Siamo spessi osservati da tutti, ma proprio tutti: neri bianchi, gialli, rossi e si ci fossero credo anche verdi. Ultimamente ho lasciato crescere i capelli stile Angela Devis e questo non ha fatto altro che aumentare gli sguardi quando cammino o camminiamo insieme. Di mio non sono un autentica seconda generazione ne un totalmente adottato, ma più una sorta di ibrido. Fin da piccolo vivo assieme a mia madre assieme a una famiglia italiana bianca con cui abbiamo instaurato un rapporto di famiglia, infatti ho una mamma somala (che da poco è diventata italiana), una mamma italiana (bianca), un papa italiano, un fratello e sorella biondissimi. Come una rappresentazione Shakespeariana dell’amore perfetto avversato dalla società, anche il nostro Romeo e la nostra Giulietta hanno le loro fazioni portatrici di dubbi sociali e paure xenofobe, che riflettono la crisi culturale e sociale di oggi.
Per Diana fu la prima relazione con un nero, mentre per la famiglia, pur essendo di larghe vedute, l’evento suscitò discussioni e sollevò dubbi sulle possibili difficoltà che avrebbe dovuto affrontare e per le caratteristiche di una cultura diversa che possono essere motivo scontro e sofferenza in un mondo come quello attuale. Durante un’indagine sociale con la rete televisiva #La7 in un quartiere popolare di Roma sulla #xenofobia e la percezione del diverso, Diana è stata oggetto di un avviso a lei rivolto di preservare il colore della sua pelle non mischiandosi con altre etnie. “Secondo lei perché esistono le Nazioni?

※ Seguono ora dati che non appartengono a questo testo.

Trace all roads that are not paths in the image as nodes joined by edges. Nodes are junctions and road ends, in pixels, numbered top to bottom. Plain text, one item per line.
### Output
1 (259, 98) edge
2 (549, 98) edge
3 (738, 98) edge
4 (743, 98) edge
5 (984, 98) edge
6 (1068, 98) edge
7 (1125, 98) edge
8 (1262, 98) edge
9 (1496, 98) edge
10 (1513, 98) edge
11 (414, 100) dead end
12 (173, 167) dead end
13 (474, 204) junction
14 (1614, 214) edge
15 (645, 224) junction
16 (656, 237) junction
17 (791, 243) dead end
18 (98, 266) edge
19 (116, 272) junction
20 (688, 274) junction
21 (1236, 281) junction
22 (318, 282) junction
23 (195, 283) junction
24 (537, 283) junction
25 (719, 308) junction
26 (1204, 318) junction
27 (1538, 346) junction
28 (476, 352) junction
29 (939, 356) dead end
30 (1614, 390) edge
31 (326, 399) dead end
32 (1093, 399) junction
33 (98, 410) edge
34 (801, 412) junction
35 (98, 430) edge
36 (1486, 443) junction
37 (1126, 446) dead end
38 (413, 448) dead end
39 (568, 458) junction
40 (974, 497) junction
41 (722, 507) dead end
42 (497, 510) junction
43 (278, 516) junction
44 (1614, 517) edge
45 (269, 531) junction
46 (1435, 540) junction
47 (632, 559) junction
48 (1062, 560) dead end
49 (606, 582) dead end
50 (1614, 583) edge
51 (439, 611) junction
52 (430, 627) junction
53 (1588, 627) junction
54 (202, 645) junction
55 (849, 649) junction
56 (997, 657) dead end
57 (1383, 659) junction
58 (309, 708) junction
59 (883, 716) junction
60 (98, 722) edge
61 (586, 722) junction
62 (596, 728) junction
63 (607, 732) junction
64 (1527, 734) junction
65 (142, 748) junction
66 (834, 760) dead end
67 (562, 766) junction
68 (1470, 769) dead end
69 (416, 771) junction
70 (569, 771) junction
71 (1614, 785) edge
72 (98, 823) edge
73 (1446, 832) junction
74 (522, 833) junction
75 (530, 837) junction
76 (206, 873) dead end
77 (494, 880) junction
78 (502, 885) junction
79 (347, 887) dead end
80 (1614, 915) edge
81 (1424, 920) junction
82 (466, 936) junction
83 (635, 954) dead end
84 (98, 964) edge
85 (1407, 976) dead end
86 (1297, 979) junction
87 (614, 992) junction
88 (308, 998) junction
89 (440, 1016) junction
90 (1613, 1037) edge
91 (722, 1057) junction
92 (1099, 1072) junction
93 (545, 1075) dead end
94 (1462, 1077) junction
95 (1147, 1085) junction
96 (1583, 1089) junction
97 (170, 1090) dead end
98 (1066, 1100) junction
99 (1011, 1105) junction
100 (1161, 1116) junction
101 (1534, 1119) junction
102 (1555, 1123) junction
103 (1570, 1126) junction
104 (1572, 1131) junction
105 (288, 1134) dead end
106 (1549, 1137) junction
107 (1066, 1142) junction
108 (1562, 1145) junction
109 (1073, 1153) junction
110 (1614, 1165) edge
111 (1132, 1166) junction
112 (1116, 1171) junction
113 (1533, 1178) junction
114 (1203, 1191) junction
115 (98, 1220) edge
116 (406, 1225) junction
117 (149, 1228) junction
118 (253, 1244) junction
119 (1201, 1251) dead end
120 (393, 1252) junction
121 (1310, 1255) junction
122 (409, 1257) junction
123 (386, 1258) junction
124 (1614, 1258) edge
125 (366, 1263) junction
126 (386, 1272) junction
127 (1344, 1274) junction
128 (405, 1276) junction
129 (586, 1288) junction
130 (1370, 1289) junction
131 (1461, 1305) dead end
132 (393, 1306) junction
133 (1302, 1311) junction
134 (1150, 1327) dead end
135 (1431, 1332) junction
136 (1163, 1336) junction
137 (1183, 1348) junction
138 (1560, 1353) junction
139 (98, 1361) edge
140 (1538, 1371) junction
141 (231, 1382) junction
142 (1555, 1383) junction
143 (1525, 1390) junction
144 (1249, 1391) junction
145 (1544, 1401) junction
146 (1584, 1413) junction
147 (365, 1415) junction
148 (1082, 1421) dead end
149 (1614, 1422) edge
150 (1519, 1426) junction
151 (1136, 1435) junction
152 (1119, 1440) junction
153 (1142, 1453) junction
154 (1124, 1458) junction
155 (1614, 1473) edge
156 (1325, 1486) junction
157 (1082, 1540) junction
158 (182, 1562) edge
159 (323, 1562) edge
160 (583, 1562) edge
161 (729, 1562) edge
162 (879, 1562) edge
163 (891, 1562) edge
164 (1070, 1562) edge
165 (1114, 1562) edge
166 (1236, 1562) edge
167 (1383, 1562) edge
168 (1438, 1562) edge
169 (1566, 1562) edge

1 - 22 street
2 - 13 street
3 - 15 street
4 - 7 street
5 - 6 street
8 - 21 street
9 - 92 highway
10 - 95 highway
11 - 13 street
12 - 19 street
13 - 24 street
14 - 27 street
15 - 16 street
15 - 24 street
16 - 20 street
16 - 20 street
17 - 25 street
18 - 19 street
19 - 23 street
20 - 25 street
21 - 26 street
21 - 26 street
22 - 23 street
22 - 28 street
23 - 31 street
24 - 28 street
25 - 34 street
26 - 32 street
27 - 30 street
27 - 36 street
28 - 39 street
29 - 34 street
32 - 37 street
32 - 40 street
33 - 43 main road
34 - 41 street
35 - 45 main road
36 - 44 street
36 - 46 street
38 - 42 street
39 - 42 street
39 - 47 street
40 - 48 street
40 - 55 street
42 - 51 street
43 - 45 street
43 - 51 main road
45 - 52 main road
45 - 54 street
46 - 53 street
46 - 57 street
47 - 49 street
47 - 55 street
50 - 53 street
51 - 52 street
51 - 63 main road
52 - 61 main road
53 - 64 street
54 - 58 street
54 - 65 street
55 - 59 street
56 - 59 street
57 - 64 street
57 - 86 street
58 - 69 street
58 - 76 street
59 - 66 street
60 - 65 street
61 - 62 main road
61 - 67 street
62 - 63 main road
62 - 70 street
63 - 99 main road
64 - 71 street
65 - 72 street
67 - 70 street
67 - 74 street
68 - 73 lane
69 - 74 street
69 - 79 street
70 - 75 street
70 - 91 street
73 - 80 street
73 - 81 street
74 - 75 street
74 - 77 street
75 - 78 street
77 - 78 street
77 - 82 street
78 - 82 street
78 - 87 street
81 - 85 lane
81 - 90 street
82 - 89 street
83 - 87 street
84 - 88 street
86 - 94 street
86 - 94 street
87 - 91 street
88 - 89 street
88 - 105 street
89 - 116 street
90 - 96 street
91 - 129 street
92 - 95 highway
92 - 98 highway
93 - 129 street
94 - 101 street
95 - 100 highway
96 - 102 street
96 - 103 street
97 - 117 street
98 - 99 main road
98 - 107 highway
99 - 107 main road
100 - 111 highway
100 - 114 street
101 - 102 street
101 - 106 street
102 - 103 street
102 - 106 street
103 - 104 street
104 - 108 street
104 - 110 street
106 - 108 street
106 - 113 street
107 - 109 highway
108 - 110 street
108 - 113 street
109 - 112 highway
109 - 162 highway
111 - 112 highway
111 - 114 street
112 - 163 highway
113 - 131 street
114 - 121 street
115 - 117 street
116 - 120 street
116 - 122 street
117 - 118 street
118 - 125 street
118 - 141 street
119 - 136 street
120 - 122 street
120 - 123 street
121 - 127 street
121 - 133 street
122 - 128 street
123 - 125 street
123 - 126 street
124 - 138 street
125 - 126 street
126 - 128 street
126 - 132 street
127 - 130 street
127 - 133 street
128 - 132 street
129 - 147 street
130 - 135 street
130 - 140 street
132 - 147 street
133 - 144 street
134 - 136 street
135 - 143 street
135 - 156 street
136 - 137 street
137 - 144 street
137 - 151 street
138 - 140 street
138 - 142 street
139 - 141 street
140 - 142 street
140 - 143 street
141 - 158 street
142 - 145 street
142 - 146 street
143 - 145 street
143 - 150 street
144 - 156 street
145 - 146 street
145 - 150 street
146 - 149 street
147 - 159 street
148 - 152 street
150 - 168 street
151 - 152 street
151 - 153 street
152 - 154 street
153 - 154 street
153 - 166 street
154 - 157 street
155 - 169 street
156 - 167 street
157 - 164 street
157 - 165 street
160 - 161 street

Tu italiana devi portare avanti la razza italica, in Italia i figli li fanno solo gli stranieri … Ognuno a casa sua deve stare!”. Anche Amin è stato sottoposto a domande inquisitrici e consigli spassionati: “Ma perché devi stare con una bianca? Non ti piacciono le donne africane del tuo stesso colore?”.
Per la madre somala era importante che facessimo un matrimonio religioso islamico senza dover per forza passare per il comune, il suo era più il desiderio di tutelare il nostro rapporto davanti agli occhi della comunità. Logicamente né a me né a Diana ci passò letteralmente per la mente di fare un passaggio del genere pur amandoci profondamente. Il padre biologico (di Amin), senza essere stato presente nella sua vita, ha avuto da ridire su questo legame che non corrispondeva ai suoi standard sociali comunicando il suo disappunto sui social media. Vai a raccontargli del patrimonio genetico e culturale che a prescindere ci appartiene, dell’incontro di due anime che non vedono altro che la luce interiore; che il mondo è in continuo cambiamento e la costruzione di una società più rispettosa ed etica è un lavoro costante. Cerca di fargli capire che nell’unione sta la forza e che una società che include è sempre vincente. Trasmettigli il senso di empatia, curiosità e fratellanza che dovrebbe condurre le nostre scelte strategiche di gestione della società.